What's even the point of writing this? I found two papers, and the effects were so weak that it's hard to tell whether it even makes sense to pursue this further. Most results were not statistically significant, and the one that was did not come from a higher dosage.
But it's this sort of reporting that makes desperate parents give their children bleach enemas and horse dewormer.
They're investigating the use of a drug that they don't understand to treat a condition that they don't understand, through the lens of one model that variously competes with or incompletely conforms to a myriad of other models of the condition.
In order to what? Nebulously "manage" a complex neurological difference that will always defy reversion to anything else?
It sounds like they want something that they can prescribe, period. And it sounds like it has the potential to further complicate already difficult lives.
Type 1 Autism may serve a general human gene pool function in terms of edge-dripping a specific intelligence trait into it (low probability of reproduction, protecting general social skill in the pool, but adding a divergent pattern solving skill at the edges).
While autism is difficult, I'm not sure that solving for it in the context of industrial medicine is wise. We don't want to solve for Nicola Tesla, for example.
Type 2 and 3 Autism could be genetically unsuccessful attempts at Type 1 autism development, to spitball. Assuming they are actually related, in most cases. Such management theoretically could be helpful here, but I think that these people deserve a lot better than injected parasite medicine with a lot of side effects. Besides, try getting an autistic child used to regular injections.

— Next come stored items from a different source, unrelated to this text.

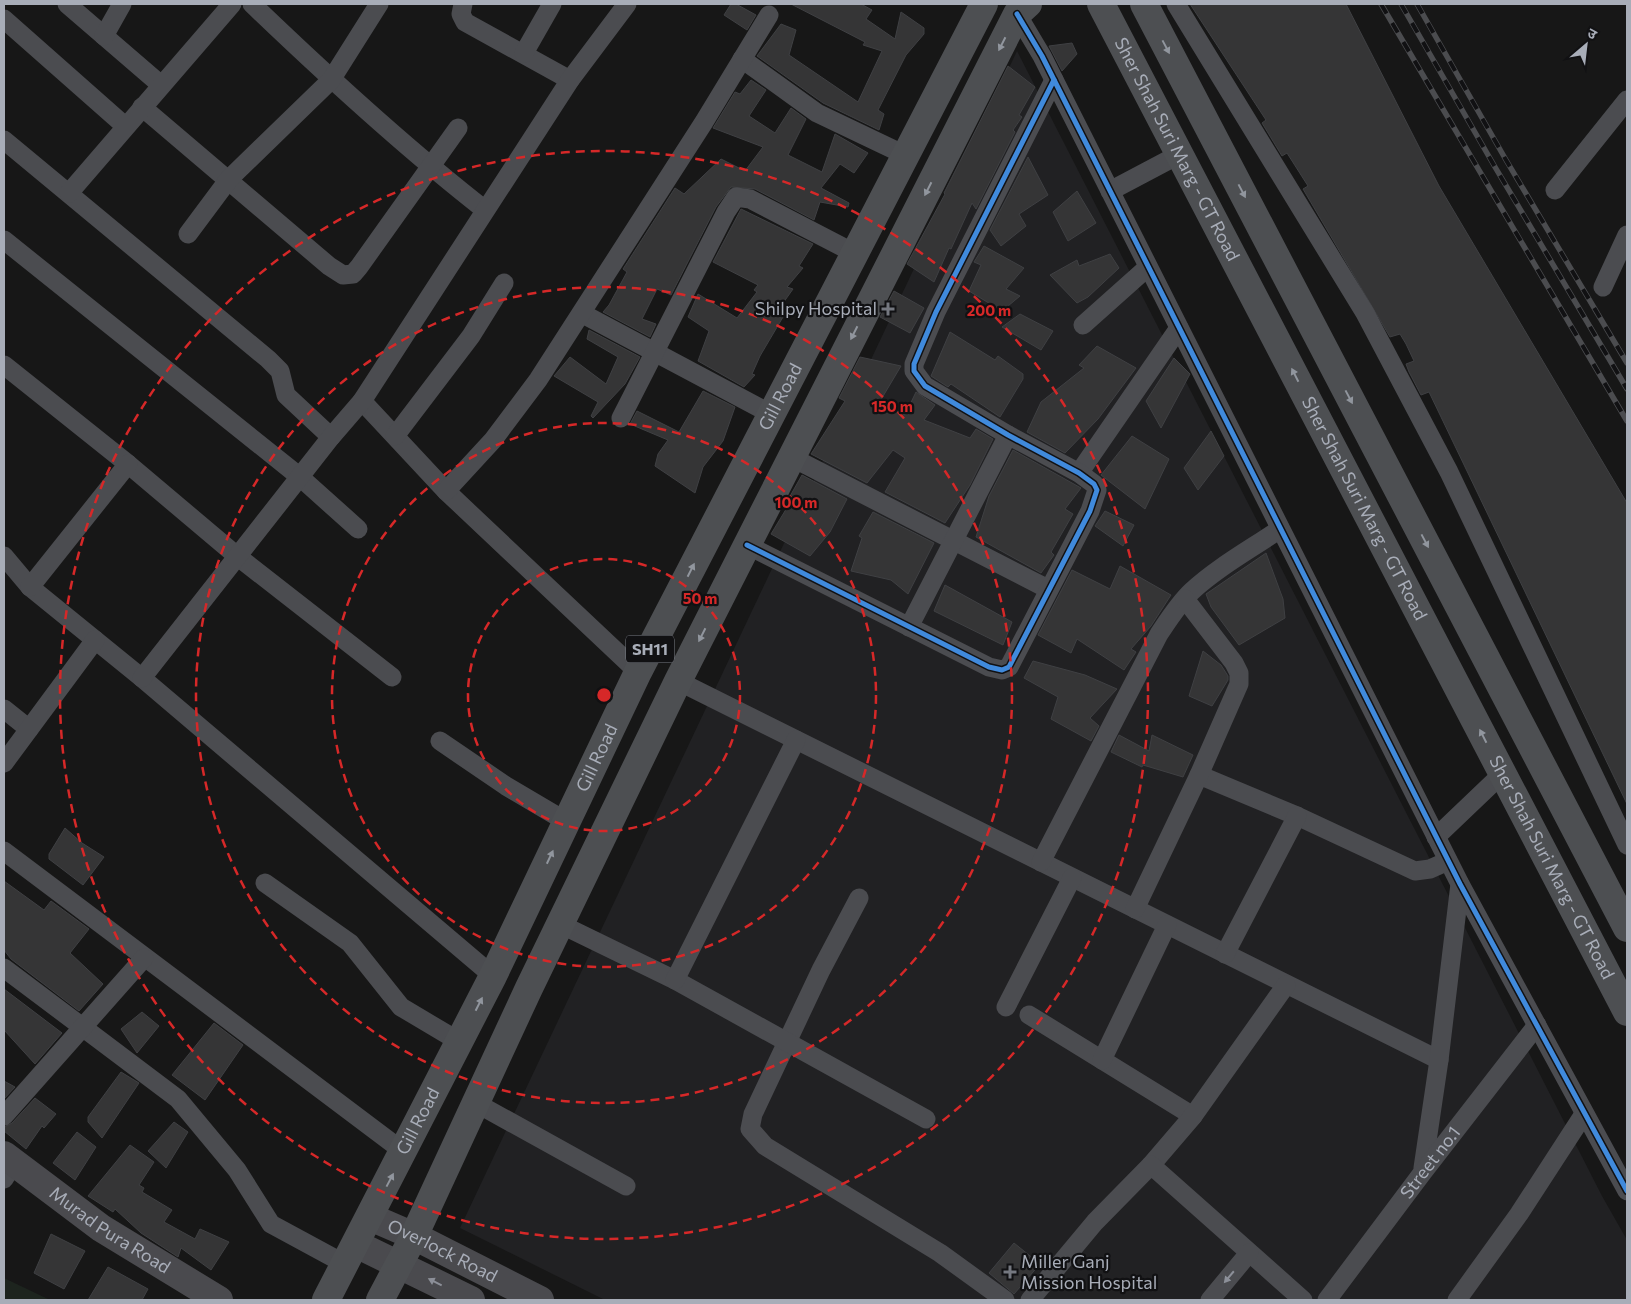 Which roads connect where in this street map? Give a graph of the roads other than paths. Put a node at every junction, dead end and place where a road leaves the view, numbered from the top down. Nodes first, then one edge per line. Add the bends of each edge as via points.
1 (67, 4) edge
2 (122, 4) edge
3 (232, 4) edge
4 (252, 4) edge
5 (379, 4) edge
6 (463, 4) edge
7 (552, 4) edge
8 (627, 4) edge
9 (984, 4) edge
10 (1101, 4) edge
11 (1144, 4) edge
12 (1176, 4) edge
13 (1022, 9) edge
14 (769, 15) dead end
15 (4, 19) edge
16 (104, 36) junction
17 (524, 53) junction
18 (742, 59) junction
19 (331, 80) junction
20 (570, 80) junction
21 (1054, 80) junction
22 (161, 85) junction
23 (1627, 100) edge
24 (142, 107) junction
25 (126, 126) junction
26 (458, 128) dead end
27 (4, 140) edge
28 (905, 154) junction
29 (1180, 154) junction
30 (429, 166) junction
31 (229, 179) junction
32 (1555, 190) dead end
33 (1110, 191) junction
34 (69, 193) junction
35 (485, 210) junction
36 (188, 234) dead end
37 (1627, 235) edge
38 (4, 240) edge
39 (854, 253) junction
40 (1148, 267) junction
41 (504, 283) dead end
42 (1603, 287) dead end
43 (582, 314) junction
44 (1083, 325) dead end
45 (1179, 328) junction
46 (655, 354) junction
47 (4, 365) edge
48 (362, 401) junction
49 (771, 414) junction
50 (620, 418) dead end
51 (1008, 435) junction
52 (395, 436) junction
53 (331, 437) junction
54 (791, 457) junction
55 (128, 464) junction
56 (1079, 473) junction
57 (300, 477) junction
58 (446, 491) junction
59 (358, 529) dead end
60 (1280, 529) junction
61 (953, 541) junction
62 (747, 545) junction
63 (4, 556) edge
64 (237, 556) junction
65 (30, 587) junction
66 (1048, 589) junction
67 (1185, 598) junction
68 (909, 628) junction
69 (95, 640) junction
70 (638, 672) junction
71 (392, 677) dead end
72 (142, 678) junction
73 (678, 681) junction
74 (4, 709) edge
75 (29, 729) junction
76 (440, 740) dead end
77 (796, 740) junction
78 (4, 764) edge
79 (1502, 774) junction
80 (1199, 775) junction
81 (1297, 816) junction
82 (567, 822) junction
83 (1436, 837) junction
84 (1627, 845) edge
85 (4, 851) edge
86 (1448, 861) junction
87 (1041, 862) junction
88 (1072, 878) junction
89 (265, 882) dead end
90 (1460, 884) junction
91 (859, 898) dead end
92 (1135, 909) junction
93 (560, 924) junction
94 (1167, 925) junction
95 (1627, 928) edge
96 (1225, 954) junction
97 (144, 958) junction
98 (4, 968) edge
99 (493, 976) junction
100 (675, 980) junction
101 (1286, 985) junction
102 (1006, 1007) dead end
103 (1627, 1012) edge
104 (1029, 1015) dead end
105 (1537, 1025) junction
106 (84, 1026) junction
107 (788, 1041) junction
108 (460, 1042) junction
109 (1102, 1060) junction
110 (1439, 1060) junction
111 (476, 1103) junction
112 (1584, 1114) junction
113 (4, 1116) edge
114 (1194, 1116) junction
115 (926, 1119) dead end
116 (404, 1152) junction
117 (1151, 1165) junction
118 (7, 1166) edge
119 (1422, 1172) junction
120 (626, 1186) dead end
121 (1627, 1191) edge
122 (370, 1217) junction
123 (414, 1236) junction
124 (350, 1254) junction
125 (1249, 1254) junction
126 (399, 1264) junction
127 (530, 1298) edge
128 (383, 1299) edge
129 (219, 1300) edge
130 (326, 1300) edge
131 (471, 1300) edge
132 (1005, 1300) edge
133 (1030, 1300) edge
134 (1210, 1300) edge
135 (1303, 1300) edge
136 (1327, 1300) edge
137 (1457, 1300) edge

1 - 16 street
2 - 16 street
3 - 22 street
4 - 19 street
5 - 19 street
6 - 17 street via 461,14 465,22
7 - 17 street
8 - 20 street
9 - 28 main road, Gill Road / SH11
10 - 29 main road, Sher Shah Suri Marg - GT Road
11 -> 95 main road, Sher Shah Suri Marg - GT Road
12 - 84 street via 1370,321 1449,472
13 - 21 street
13 -> 54 main road, SH11
14 - 18 street
15 - 25 street
16 - 22 street
17 - 20 street
18 - 28 street via 817,113
18 - 43 street
19 - 30 street
19 - 31 street
20 - 35 street
21 - 33 street
21 - 51 street via 936,312 914,364 914,371 925,386
22 - 24 street
23 - 32 street
24 - 25 street
24 - 31 street
25 - 34 street
26 - 30 street
27 - 34 street
28 - 39 main road, Gill Road / SH11
29 - 33 street
79 -> 29 main road, Sher Shah Suri Marg - GT Road
30 - 31 street via 359,268 347,275 329,266
30 - 35 street
31 - 36 street
33 - 40 street
34 - 53 street via 268,359 280,371 289,398
35 - 48 street
37 - 42 street
38 - 57 street
39 - 46 street via 750,199 736,197
39 - 49 main road, Gill Road / SH11
40 - 44 street
40 - 45 street
41 - 52 street via 470,336
43 - 46 street
43 - 58 street via 493,440
45 - 56 street
45 - 60 street
46 - 49 street
46 - 50 street
47 - 55 street
48 - 52 street
48 - 53 street
70 -> 49 main road, Gill Road / SH11
51 - 56 street
51 - 61 street
52 - 58 street
53 - 57 street
54 - 61 street
54 - 62 main road, SH11
55 - 64 street
55 - 65 street
56 - 66 street via 1094,484 1096,497
57 - 59 street
57 - 64 street
58 - 70 street
60 - 67 street via 1206,579
60 - 83 street
61 - 66 street
61 - 68 street
62 - 68 street
62 -> 73 main road, SH11
63 - 65 street
64 - 71 street
64 - 72 street
65 - 69 street
66 - 68 street via 1016,656 1009,667 1002,670 989,667
67 - 80 street via 1239,674 1239,684
67 - 87 street via 1159,634
69 - 72 street
69 - 75 street
70 - 82 main road, Gill Road / SH11
72 - 99 street
73 - 77 street
73 - 93 main road, SH11
74 - 75 street
75 - 78 street
76 - 82 street via 506,786
77 - 87 street
77 - 100 street
79 - 83 street
79 - 103 main road, Sher Shah Suri Marg - GT Road
80 - 81 street
80 - 92 street
81 - 86 street via 1415,871
81 - 96 street
99 -> 82 main road, Gill Road / SH11
83 - 86 street
85 - 97 street
86 - 90 street
87 - 88 street
88 - 92 street
88 - 102 street
89 - 108 street via 350,943 401,1006
90 - 105 street
90 - 110 street
91 - 107 street
92 - 94 street
93 - 100 street
93 - 111 main road, SH11
94 - 96 street
94 - 109 street
96 - 101 street
97 - 106 street
97 - 116 street
98 - 106 street
108 -> 99 main road, Gill Road / SH11
100 - 107 street
101 - 110 street
101 - 114 street
104 - 109 street
105 - 112 street
105 - 119 street, Street no.1
106 - 113 street
106 - 124 street via 178,1099 237,1170 271,1224
107 - 115 street
107 - 132 street via 750,1122 750,1130 765,1146 940,1253
108 - 116 main road, Gill Road / SH11
109 - 114 street
110 - 119 street
111 - 120 street
111 - 123 main road, SH11
112 - 121 street
112 - 137 street via 1519,1214
114 - 117 street
122 -> 116 main road, Gill Road / SH11
117 - 125 street
117 - 133 street via 1096,1222
118 - 129 street, Murad Pura Road
119 - 136 street, Street no.1
122 - 123 street, Overlock Road
122 - 124 main road, Gill Road / SH11
123 - 126 main road, SH11
123 - 127 street, Overlock Road
124 - 126 street, Overlock Road
124 - 130 main road, Gill Road / SH11
125 -> 134 street
125 - 135 street
126 - 128 main road, SH11
131 -> 126 street, Overlock Road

Though a low-side effect oral or transdermal medication that would, say, specifically enhance energy support to the Autistic PFC with few side effects could be game changing. Likely for many more conditions than autism.
Inventing such a medication that doesn't lead to a worse baseline would be critical and perhaps unlikely.
Then again its possible that the unique pattern solving ability of the Autistic mind is related to the relative lack of energy supply to an increased volume of PFC neurons; and the subsequent failure of inhibition. Possibly accounting for increased environmental information perception, at least in-part. Which may in turn be mirrored in expanded cognition involved in pattern identification.
The ideal, which again I think is unlikely, would be a PRN medication that could "quiet" the autistic mind via providing more energy to the PFC; while having no withdrawal semi-permanent side effects.